*Dataset content*:
▬▬▬▬▬▬

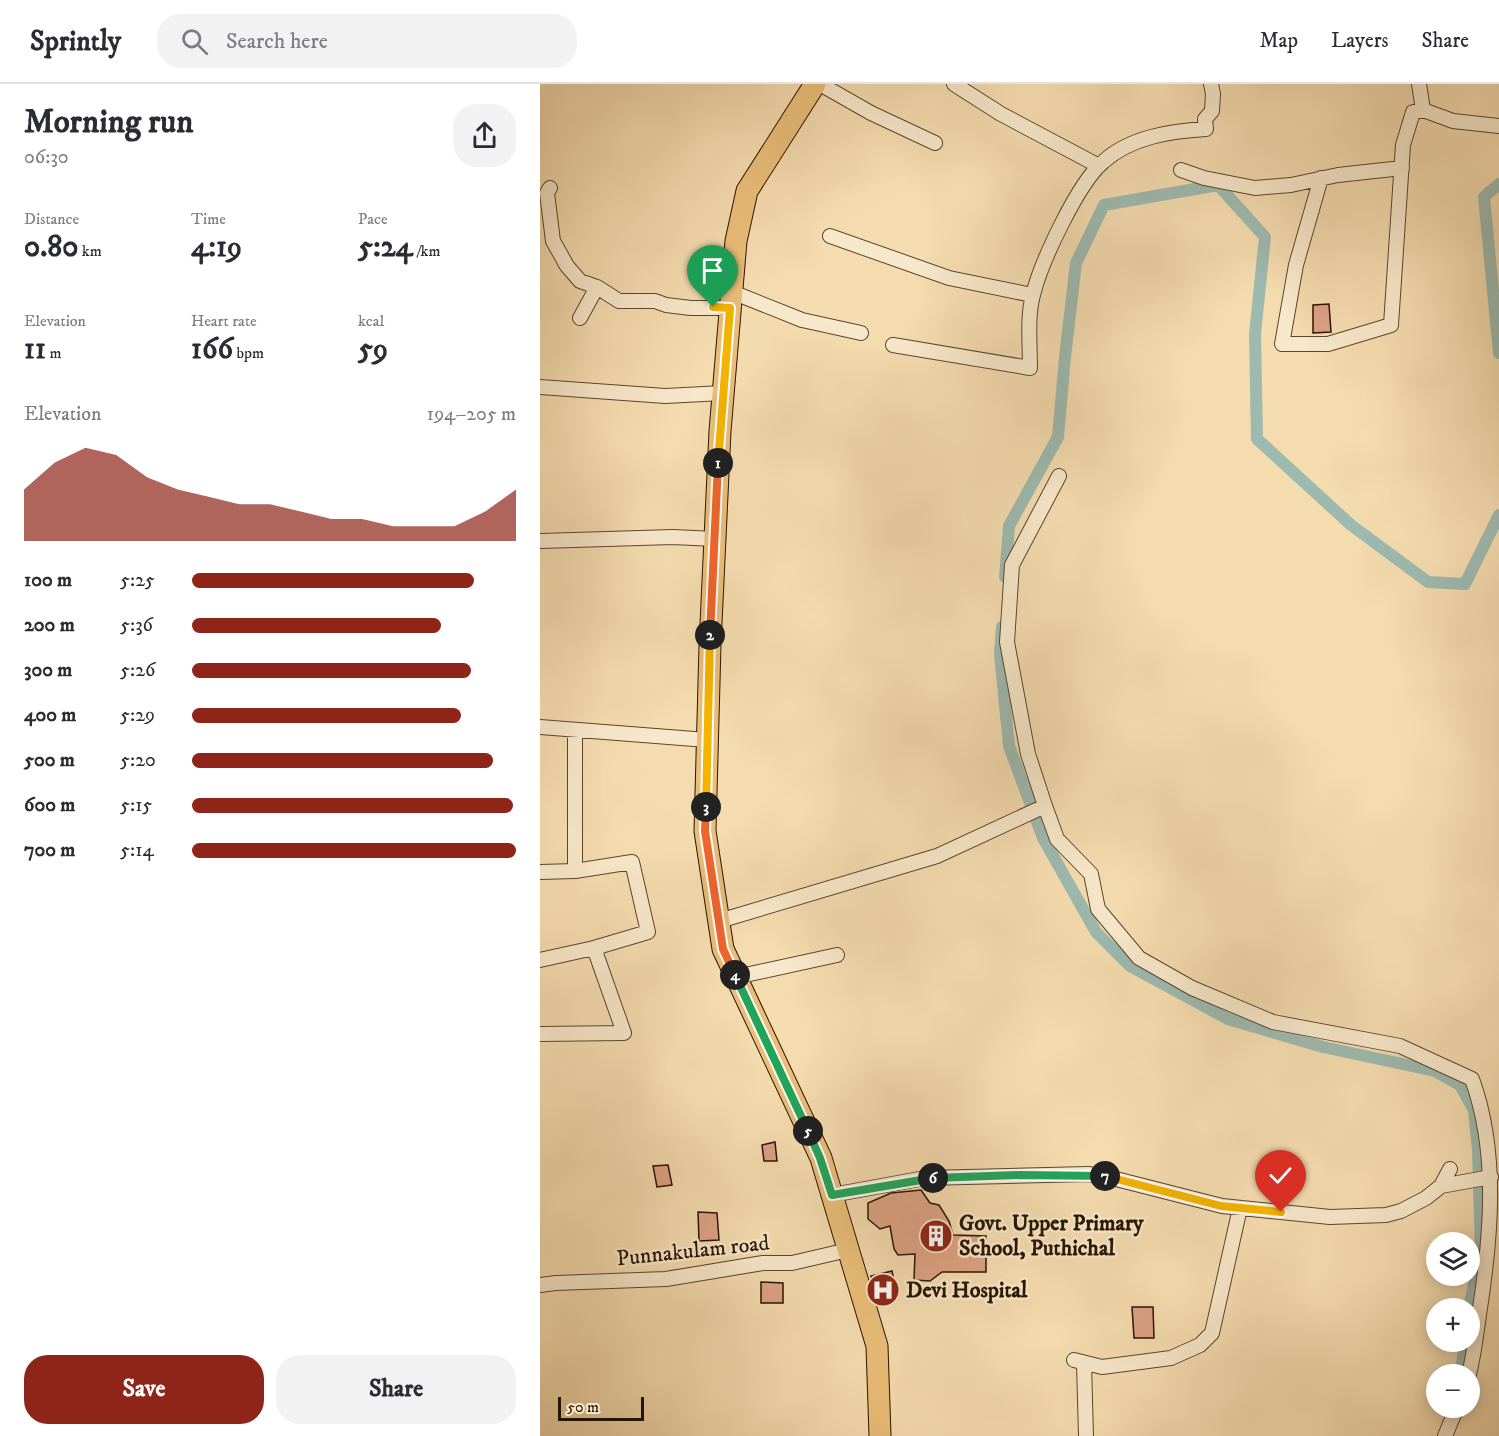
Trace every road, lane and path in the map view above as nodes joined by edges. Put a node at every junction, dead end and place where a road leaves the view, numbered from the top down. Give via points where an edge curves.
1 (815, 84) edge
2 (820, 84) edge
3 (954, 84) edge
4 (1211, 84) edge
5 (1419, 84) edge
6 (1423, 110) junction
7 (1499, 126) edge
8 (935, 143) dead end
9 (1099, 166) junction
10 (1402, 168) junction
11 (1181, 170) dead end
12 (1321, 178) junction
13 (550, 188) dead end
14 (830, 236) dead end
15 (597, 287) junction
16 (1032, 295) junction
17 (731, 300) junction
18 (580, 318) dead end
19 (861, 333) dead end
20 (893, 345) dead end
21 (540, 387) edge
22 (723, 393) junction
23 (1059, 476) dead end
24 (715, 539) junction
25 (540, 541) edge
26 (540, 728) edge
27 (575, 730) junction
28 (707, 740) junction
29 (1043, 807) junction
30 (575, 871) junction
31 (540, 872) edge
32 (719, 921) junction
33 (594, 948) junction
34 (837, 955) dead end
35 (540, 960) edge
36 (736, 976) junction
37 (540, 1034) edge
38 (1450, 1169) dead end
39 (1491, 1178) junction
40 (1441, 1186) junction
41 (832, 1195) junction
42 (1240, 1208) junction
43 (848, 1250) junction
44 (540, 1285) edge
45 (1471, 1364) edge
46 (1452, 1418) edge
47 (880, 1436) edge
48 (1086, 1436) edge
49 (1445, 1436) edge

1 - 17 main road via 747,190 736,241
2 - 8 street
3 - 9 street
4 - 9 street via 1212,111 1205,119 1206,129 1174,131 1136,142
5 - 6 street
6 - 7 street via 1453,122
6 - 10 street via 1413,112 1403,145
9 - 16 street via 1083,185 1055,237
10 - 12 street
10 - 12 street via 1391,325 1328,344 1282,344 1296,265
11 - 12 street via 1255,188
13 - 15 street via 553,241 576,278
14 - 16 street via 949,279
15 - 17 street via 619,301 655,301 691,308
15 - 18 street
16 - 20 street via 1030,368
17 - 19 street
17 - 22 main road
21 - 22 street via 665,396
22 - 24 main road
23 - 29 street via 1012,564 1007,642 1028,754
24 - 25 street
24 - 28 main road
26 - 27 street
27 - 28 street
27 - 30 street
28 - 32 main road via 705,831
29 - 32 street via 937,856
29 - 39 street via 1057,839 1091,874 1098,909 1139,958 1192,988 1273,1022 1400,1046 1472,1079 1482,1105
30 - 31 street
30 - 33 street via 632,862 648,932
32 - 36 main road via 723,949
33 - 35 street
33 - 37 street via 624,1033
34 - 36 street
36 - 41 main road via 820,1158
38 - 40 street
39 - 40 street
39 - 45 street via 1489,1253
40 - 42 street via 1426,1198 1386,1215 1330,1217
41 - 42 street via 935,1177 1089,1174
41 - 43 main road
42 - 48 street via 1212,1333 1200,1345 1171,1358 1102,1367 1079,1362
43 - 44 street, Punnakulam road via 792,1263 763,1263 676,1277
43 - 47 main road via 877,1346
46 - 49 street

▬▬▬▬▬▬

*The task*: Copy out every line of the listing where the word "dead" occurs.

*Reply*:
Trace every road, lane and path in the map view above as nodes joined by edges. Put a node at every junction, dead end and place where a road leaves the view, numbered from the top down. Give via points where an edge curves.
8 (935, 143) dead end
11 (1181, 170) dead end
13 (550, 188) dead end
14 (830, 236) dead end
18 (580, 318) dead end
19 (861, 333) dead end
20 (893, 345) dead end
23 (1059, 476) dead end
34 (837, 955) dead end
38 (1450, 1169) dead end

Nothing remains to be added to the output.